#### [Collected data entries]
* * * *

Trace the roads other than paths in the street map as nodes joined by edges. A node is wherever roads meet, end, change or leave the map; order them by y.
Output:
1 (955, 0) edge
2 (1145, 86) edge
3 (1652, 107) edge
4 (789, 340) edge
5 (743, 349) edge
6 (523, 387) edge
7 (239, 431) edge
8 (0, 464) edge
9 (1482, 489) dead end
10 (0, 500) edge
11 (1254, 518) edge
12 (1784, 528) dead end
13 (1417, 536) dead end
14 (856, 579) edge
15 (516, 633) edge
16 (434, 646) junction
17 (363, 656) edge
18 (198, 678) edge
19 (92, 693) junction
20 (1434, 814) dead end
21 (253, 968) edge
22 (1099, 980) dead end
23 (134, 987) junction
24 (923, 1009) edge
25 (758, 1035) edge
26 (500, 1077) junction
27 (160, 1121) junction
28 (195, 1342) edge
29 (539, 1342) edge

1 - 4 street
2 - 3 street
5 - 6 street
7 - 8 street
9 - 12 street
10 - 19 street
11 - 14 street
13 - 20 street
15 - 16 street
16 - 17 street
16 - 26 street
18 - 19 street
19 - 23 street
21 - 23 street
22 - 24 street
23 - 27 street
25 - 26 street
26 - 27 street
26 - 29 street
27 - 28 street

* * * *

#### [Exercise prompt]
Each line above should be output exactly as written.

#### [Output]
Trace the roads other than paths in the street map as nodes joined by edges. A node is wherever roads meet, end, change or leave the map; order them by y.
Output:
1 (955, 0) edge
2 (1145, 86) edge
3 (1652, 107) edge
4 (789, 340) edge
5 (743, 349) edge
6 (523, 387) edge
7 (239, 431) edge
8 (0, 464) edge
9 (1482, 489) dead end
10 (0, 500) edge
11 (1254, 518) edge
12 (1784, 528) dead end
13 (1417, 536) dead end
14 (856, 579) edge
15 (516, 633) edge
16 (434, 646) junction
17 (363, 656) edge
18 (198, 678) edge
19 (92, 693) junction
20 (1434, 814) dead end
21 (253, 968) edge
22 (1099, 980) dead end
23 (134, 987) junction
24 (923, 1009) edge
25 (758, 1035) edge
26 (500, 1077) junction
27 (160, 1121) junction
28 (195, 1342) edge
29 (539, 1342) edge

1 - 4 street
2 - 3 street
5 - 6 street
7 - 8 street
9 - 12 street
10 - 19 street
11 - 14 street
13 - 20 street
15 - 16 street
16 - 17 street
16 - 26 street
18 - 19 street
19 - 23 street
21 - 23 street
22 - 24 street
23 - 27 street
25 - 26 street
26 - 27 street
26 - 29 street
27 - 28 street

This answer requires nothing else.